For optimal performance with the CLIP ViT-L/14 model on the RTX 4060 Ti, start with a batch size of 32, as this should fully utilize the available resources without exceeding the VRAM capacity. Experiment with different inference frameworks like PyTorch or TensorFlow, leveraging TensorRT for potential speedups. Monitor GPU utilization and memory usage to fine-tune batch size and identify any potential bottlenecks. Consider optimizing your code to minimize data transfer between CPU and GPU to further improve inference speed.
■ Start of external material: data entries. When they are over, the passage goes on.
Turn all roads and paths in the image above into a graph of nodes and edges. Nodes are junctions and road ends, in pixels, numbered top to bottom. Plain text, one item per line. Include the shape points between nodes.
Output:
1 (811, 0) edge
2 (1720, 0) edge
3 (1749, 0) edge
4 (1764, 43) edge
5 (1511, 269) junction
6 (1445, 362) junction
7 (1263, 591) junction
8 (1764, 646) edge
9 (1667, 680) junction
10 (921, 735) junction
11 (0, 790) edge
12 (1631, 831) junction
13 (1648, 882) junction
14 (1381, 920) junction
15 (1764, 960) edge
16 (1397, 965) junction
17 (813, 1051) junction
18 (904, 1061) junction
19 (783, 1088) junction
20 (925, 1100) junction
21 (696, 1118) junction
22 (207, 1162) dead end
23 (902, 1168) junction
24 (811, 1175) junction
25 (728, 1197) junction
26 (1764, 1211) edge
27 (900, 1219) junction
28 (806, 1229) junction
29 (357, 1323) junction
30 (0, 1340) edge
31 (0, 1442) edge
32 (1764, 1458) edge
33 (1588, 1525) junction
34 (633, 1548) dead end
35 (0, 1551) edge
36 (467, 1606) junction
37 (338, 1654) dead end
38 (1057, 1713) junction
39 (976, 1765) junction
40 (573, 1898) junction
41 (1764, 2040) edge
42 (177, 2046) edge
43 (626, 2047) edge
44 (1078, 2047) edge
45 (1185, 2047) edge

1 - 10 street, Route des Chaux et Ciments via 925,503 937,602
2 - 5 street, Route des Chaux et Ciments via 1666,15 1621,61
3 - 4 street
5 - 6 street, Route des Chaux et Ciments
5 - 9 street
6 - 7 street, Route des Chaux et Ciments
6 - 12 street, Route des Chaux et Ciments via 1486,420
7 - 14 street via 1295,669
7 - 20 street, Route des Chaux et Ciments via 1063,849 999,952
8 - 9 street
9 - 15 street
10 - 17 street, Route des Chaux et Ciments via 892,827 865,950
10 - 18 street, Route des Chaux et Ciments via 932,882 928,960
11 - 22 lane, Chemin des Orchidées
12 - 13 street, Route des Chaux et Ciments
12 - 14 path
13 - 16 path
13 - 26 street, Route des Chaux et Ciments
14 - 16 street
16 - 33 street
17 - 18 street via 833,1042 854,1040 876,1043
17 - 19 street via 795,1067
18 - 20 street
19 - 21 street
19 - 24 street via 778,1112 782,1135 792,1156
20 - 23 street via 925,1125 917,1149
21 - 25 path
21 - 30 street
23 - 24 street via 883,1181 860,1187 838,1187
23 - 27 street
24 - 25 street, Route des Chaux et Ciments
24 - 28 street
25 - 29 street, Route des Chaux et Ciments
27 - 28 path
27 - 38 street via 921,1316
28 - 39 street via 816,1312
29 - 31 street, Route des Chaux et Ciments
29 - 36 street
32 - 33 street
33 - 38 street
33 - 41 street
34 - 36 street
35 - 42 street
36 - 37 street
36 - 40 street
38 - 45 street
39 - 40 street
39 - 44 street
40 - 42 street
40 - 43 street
If you encounter VRAM issues with larger batch sizes, explore gradient checkpointing to reduce memory footprint.

tune Recommended Settings

Batch_Size
32
Context_Length
77
Other_Settings
['Enable CUDA graph capture', 'Optimize data loading pipeline', 'Use mixed precision training if fine-tuning']
Inference_Framework
PyTorch/TensorFlow with TensorRT
Quantization_Suggested
FP16 (default)

help Frequently Asked Questions

Is CLIP ViT-L/14 compatible with NVIDIA RTX 4060 Ti 8GB? expand_more
Yes, CLIP ViT-L/14 is fully compatible with the NVIDIA RTX 4060 Ti 8GB.
What VRAM is needed for CLIP ViT-L/14? expand_more
CLIP ViT-L/14 requires approximately 1.5GB of VRAM for FP16 precision.
How fast will CLIP ViT-L/14 run on NVIDIA RTX 4060 Ti 8GB? expand_more
You can expect an estimated throughput of around 76 tokens/sec with a batch size of 32, but this can vary depending on the specific implementation and optimization techniques used.